What to do - In the data that follows, count every line holding the string "async" and give the count alone.

=== Dataset excerpts ===

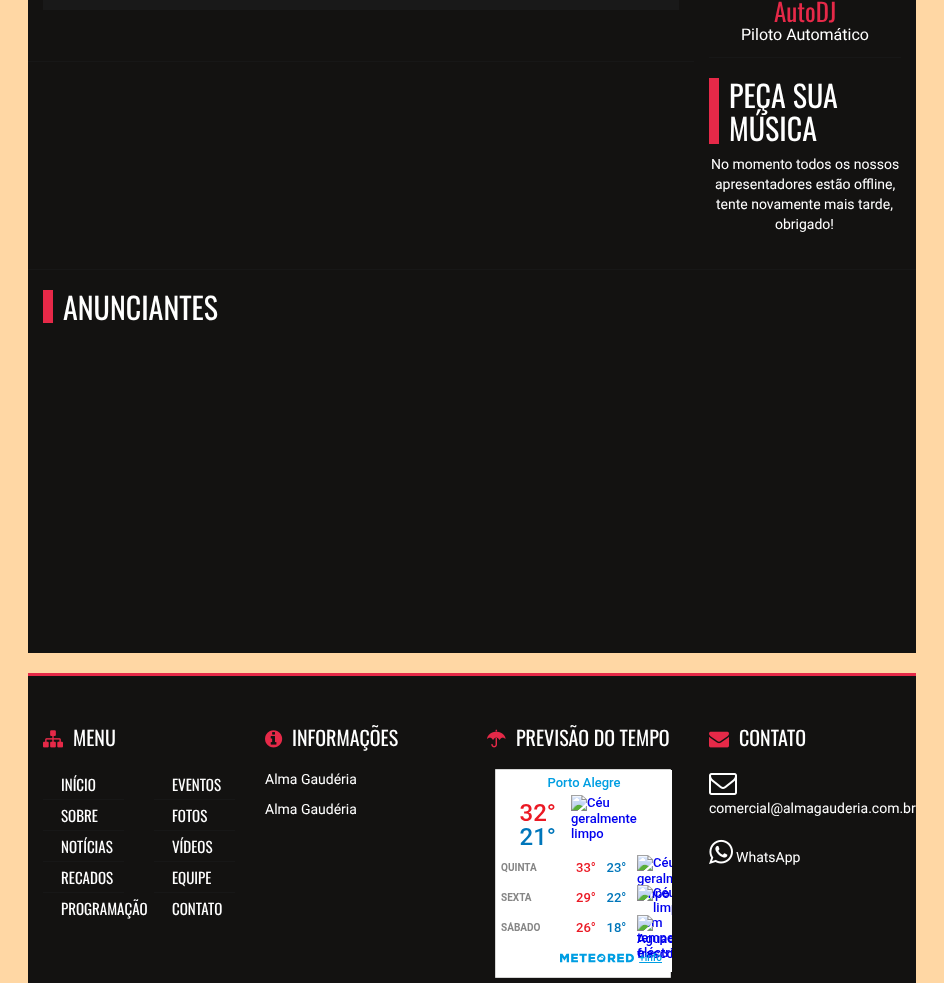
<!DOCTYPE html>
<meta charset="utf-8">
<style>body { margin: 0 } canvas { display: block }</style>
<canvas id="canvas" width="944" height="983"></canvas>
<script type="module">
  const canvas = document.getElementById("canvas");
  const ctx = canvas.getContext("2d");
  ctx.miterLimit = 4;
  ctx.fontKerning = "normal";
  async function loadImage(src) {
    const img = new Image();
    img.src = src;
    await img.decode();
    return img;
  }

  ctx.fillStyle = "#ffd7a4";
  ctx.fillRect(0, 0, 944, 983);
  ctx.fillStyle = "#131211";
  ctx.fillRect(28, 0, 888, 269);
  ctx.fillStyle = "#171717";
  ctx.fillRect(28, 269, 888, 1);
  ctx.fillStyle = "#191919";
  ctx.fillRect(43, 0, 636, 10);
  ctx.fillStyle = "#171717";
  ctx.fillRect(28, 61, 666, 1);
  ctx.fillRect(709, 57, 192, 1);
  ctx.font = "25px Oswald";
  ctx.fillStyle = "#e62948";
  ctx.fillText("AutoDJ", 774, 22);
  ctx.font = "16px Roboto";
  ctx.fillStyle = "#ffffff";
  ctx.fillText("Piloto Automático", 741, 40);
  ctx.fillStyle = "#e62948";
  ctx.fillRect(709, 78, 10, 66);
  ctx.font = "30px Oswald";
  ctx.fillStyle = "#ffffff";
  ctx.fillText("PEÇA SUA", 729, 108);
  ctx.fillText("MÚSICA", 729, 141);
  ctx.font = "14px Roboto";
  ctx.fillText("No momento todos os nossos", 711, 169);
  ctx.fillText("apresentadores estão offline,", 715, 189);
  ctx.fillText("tente novamente mais tarde,", 716, 209);
  ctx.fillText("obrigado!", 775, 229);
  ctx.fillStyle = "#131211";
  ctx.fillRect(28, 270, 888, 383);
  ctx.fillStyle = "#e62948";
  ctx.fillRect(43, 290, 10, 33);
  ctx.font = "30px Oswald";
  ctx.fillStyle = "#ffffff";
  ctx.fillText("ANUNCIANTES", 63, 320);
  ctx.fillStyle = "#131211";
  ctx.fillRect(28, 676, 888, 307);
  ctx.fillStyle = "#e62948";
  ctx.fillRect(28, 673, 888, 3);
  ctx.drawImage(await loadImage("img1.png"), 43, 730, 20, 18);
  ctx.font = "20px Oswald";
  ctx.fillStyle = "#ffffff";
  ctx.fillText("MENU", 73, 746);
  ctx.fillStyle = "#171717";
  ctx.fillRect(43, 799, 81, 1);
  ctx.font = "15px Oswald";
  ctx.fillStyle = "#ffffff";
  ctx.fillText("INÍCIO", 61, 791);
  ctx.fillStyle = "#171717";
  ctx.fillRect(43, 830, 81, 1);
  ctx.fillStyle = "#ffffff";
  ctx.fillText("SOBRE", 61, 822);
  ctx.fillStyle = "#171717";
  ctx.fillRect(43, 861, 81, 1);
  ctx.fillStyle = "#ffffff";
  ctx.fillText("NOTÍCIAS", 61, 853);
  ctx.fillStyle = "#171717";
  ctx.fillRect(43, 892, 81, 1);
  ctx.fillStyle = "#ffffff";
  ctx.fillText("RECADOS", 61, 884);
  ctx.fillText("PROGRAMAÇÃO", 61, 915);
  ctx.fillStyle = "#171717";
  ctx.fillRect(154, 799, 81, 1);
  ctx.fillStyle = "#ffffff";
  ctx.fillText("EVENTOS", 172, 791);
  ctx.fillStyle = "#171717";
  ctx.fillRect(154, 830, 81, 1);
  ctx.fillStyle = "#ffffff";
  ctx.fillText("FOTOS", 172, 822);
  ctx.fillStyle = "#171717";
  ctx.fillRect(154, 861, 81, 1);
  ctx.fillStyle = "#ffffff";
  ctx.fillText("VÍDEOS", 172, 853);
  ctx.fillStyle = "#171717";
  ctx.fillRect(154, 892, 81, 1);
  ctx.fillStyle = "#ffffff";
  ctx.fillText("EQUIPE", 172, 884);
  ctx.fillText("CONTATO", 172, 915);
  ctx.drawImage(await loadImage("img2.png"), 265, 730, 18, 18);
  ctx.font = "20px Oswald";
  ctx.fillText("INFORMAÇÕES", 292, 746);
  ctx.font = "14px Roboto";
  ctx.fillText("Alma Gaudéria", 265, 784);
  ctx.fillText("Alma Gaudéria", 265, 814);
  ctx.drawImage(await loadImage("img3.png"), 487, 729, 19, 19);
  ctx.font = "20px Oswald";
  ctx.fillText("PREVISÃO DO TEMPO", 516, 746);
  ctx.beginPath();
  ctx.rect(495.5, 769.5, 175, 208);
  ctx.fill();
  ctx.strokeStyle = "#d6d6d6";
  ctx.stroke();
  ctx.drawImage(await loadImage("img4.png"), 501, 770, 171, 202);
  ctx.drawImage(await loadImage("img5.png"), 709, 731, 20, 17);
  ctx.fillText("CONTATO", 739, 746);
  ctx.drawImage(await loadImage("img6.png"), 709, 773, 28, 22);
  ctx.font = "14px Roboto";
  ctx.fillText("comercial@almagauderia.com.br", 709, 813);
  ctx.drawImage(await loadImage("img7.png"), 709, 839, 24, 25);
  ctx.fillText("WhatsApp", 736, 862);
</script>
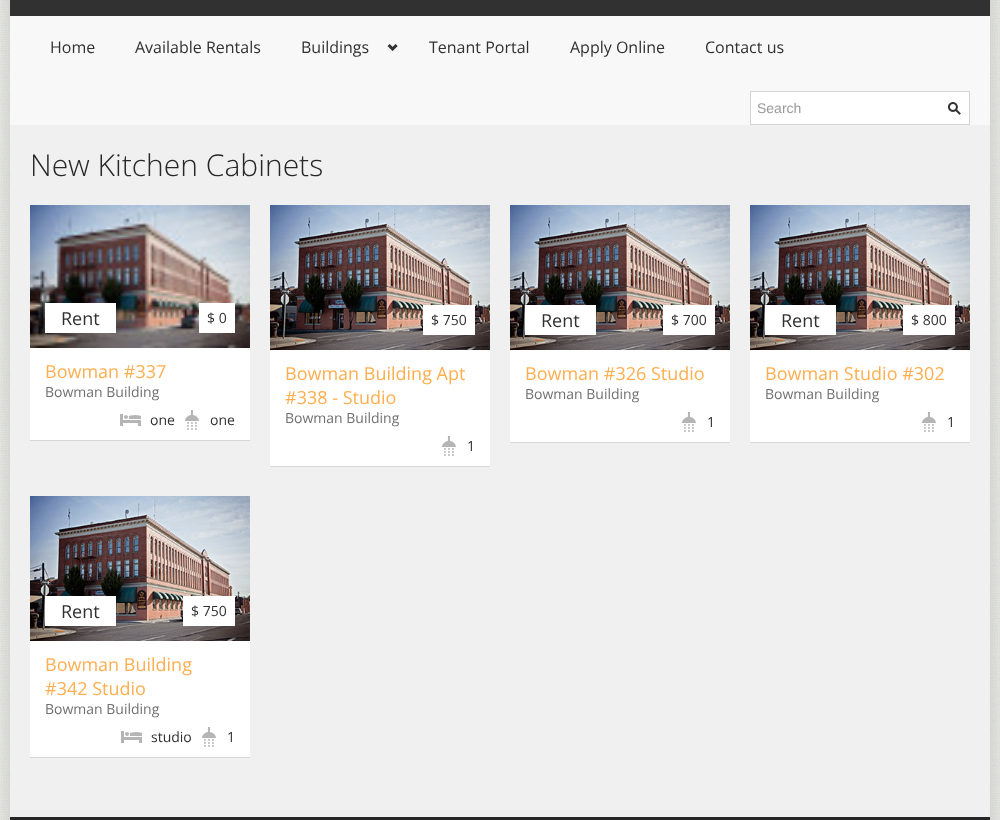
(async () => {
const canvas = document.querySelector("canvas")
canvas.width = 1000
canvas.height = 820
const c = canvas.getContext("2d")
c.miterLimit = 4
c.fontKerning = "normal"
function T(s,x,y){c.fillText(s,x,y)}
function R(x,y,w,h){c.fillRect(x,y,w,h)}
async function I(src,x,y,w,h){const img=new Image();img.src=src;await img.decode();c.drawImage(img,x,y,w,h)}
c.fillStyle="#fff"
R(0,0,1000,820)
await I("1.png",0,0,1000,820)
c.fillStyle="#0000001c"
c.filter="blur(7px)"
c.beginPath()
c.rect(10,-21,980,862)
c.fill()
c.filter="none"
c.fillStyle="#f0f0f0"
R(10,125,980,692)
c.fillStyle="#313131"
R(10,0,980,16)
c.fillStyle="#f8f8f8"
R(10,16,980,109)
c.font="16px Open Sans"
c.fillStyle="#313131"
T("Home",50,53)
T("Available Rentals",135,53)
await I("2.png",387,44,11,7)
T("Buildings",301,53)
T("Tenant Portal",429,53)
T("Apply Online",570,53)
T("Contact us",705,53)
c.fillStyle="#fff"
R(751,92,218,32)
await I("3.png",948,102,13,13)
c.fillStyle="#d5d5d5"
R(750,91,220,1)
R(969,91,1,34)
R(750,124,220,1)
R(750,91,1,34)
c.font="14px Liberation Sans"
c.fillStyle="#999"
T("Search",757,113)
c.font="300 30px Open Sans"
c.fillStyle="#272727"
T("New Kitchen Cabinets",30,176)
c.fillStyle="#0000001a"
c.filter="blur(0.5px)"
c.beginPath()
c.rect(30,206,220,235)
c.fill()
c.filter="none"
c.fillStyle="#fff"
R(30,348,220,92)
await I("4.png",30,205,220,143)
R(45,303,71,30)
c.font="18px Open Sans"
c.fillStyle="#313131"
T("Rent",61,325)
c.fillStyle="#fff"
R(199,303,36,30)
c.font="14px Open Sans"
c.fillStyle="#313131"
T("$ 0",207,323)
c.font="18px Open Sans"
c.fillStyle="#ffaf50"
T("Bowman #337",45,378)
c.font="14px Open Sans"
c.fillStyle="#707070"
T("Bowman Building",45,397)
await I("5.png",120,414,21,12)
c.fillStyle="#313131"
T("one",150,425)
await I("6.png",185,410,14,20)
T("one",210,425)
c.fillStyle="#0000001a"
c.filter="blur(0.5px)"
c.beginPath()
c.rect(270,206,220,261)
c.fill()
c.filter="none"
c.fillStyle="#fff"
R(270,350,220,116)
await I("7.png",270,205,220,145)
R(423,305,52,30)
c.fillStyle="#313131"
T("$ 750",431,325)
c.font="18px Open Sans"
c.fillStyle="#ffaf50"
T("Bowman Building Apt",285,380)
T("#338 - Studio",285,404)
c.font="14px Open Sans"
c.fillStyle="#707070"
T("Bowman Building",285,423)
await I("6.png",442,436,14,20)
c.fillStyle="#313131"
T("1",467,451)
c.fillStyle="#0000001a"
c.filter="blur(0.5px)"
c.beginPath()
c.rect(510,206,220,237)
c.fill()
c.filter="none"
c.fillStyle="#fff"
R(510,350,220,92)
await I("8.png",510,205,220,145)
R(525,305,71,30)
c.font="18px Open Sans"
c.fillStyle="#313131"
T("Rent",541,327)
c.fillStyle="#fff"
R(663,305,52,30)
c.font="14px Open Sans"
c.fillStyle="#313131"
T("$ 700",671,325)
c.font="18px Open Sans"
c.fillStyle="#ffaf50"
T("Bowman #326 Studio",525,380)
c.font="14px Open Sans"
c.fillStyle="#707070"
T("Bowman Building",525,399)
await I("6.png",682,412,14,20)
c.fillStyle="#313131"
T("1",707,427)
c.fillStyle="#0000001a"
c.filter="blur(0.5px)"
c.beginPath()
c.rect(750,206,220,237)
c.fill()
c.filter="none"
c.fillStyle="#fff"
R(750,350,220,92)
await I("9.png",750,205,220,145)
R(765,305,71,30)
c.font="18px Open Sans"
c.fillStyle="#313131"
T("Rent",781,327)
c.fillStyle="#fff"
R(903,305,52,30)
c.font="14px Open Sans"
c.fillStyle="#313131"
T("$ 800",911,325)
c.font="18px Open Sans"
c.fillStyle="#ffaf50"
T("Bowman Studio #302",765,380)
c.font="14px Open Sans"
c.fillStyle="#707070"
T("Bowman Building",765,399)
await I("6.png",922,412,14,20)
c.fillStyle="#313131"
T("1",947,427)
c.fillStyle="#0000001a"
c.filter="blur(0.5px)"
c.beginPath()
c.rect(30,497,220,261)
c.fill()
c.filter="none"
c.fillStyle="#fff"
R(30,641,220,116)
await I("10.png",30,496,220,145)
R(45,596,71,30)
c.font="18px Open Sans"
c.fillStyle="#313131"
T("Rent",61,618)
c.fillStyle="#fff"
R(183,596,52,30)
c.font="14px Open Sans"
c.fillStyle="#313131"
T("$ 750",191,616)
c.font="18px Open Sans"
c.fillStyle="#ffaf50"
T("Bowman Building",45,671)
T("#342 Studio",45,695)
c.font="14px Open Sans"
c.fillStyle="#707070"
T("Bowman Building",45,714)
await I("5.png",121,731,21,12)
c.fillStyle="#313131"
T("studio",151,742)
await I("6.png",202,727,14,20)
T("1",227,742)
c.fillStyle="#272727"
R(10,817,980,3)
})()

===

Worked solution - 3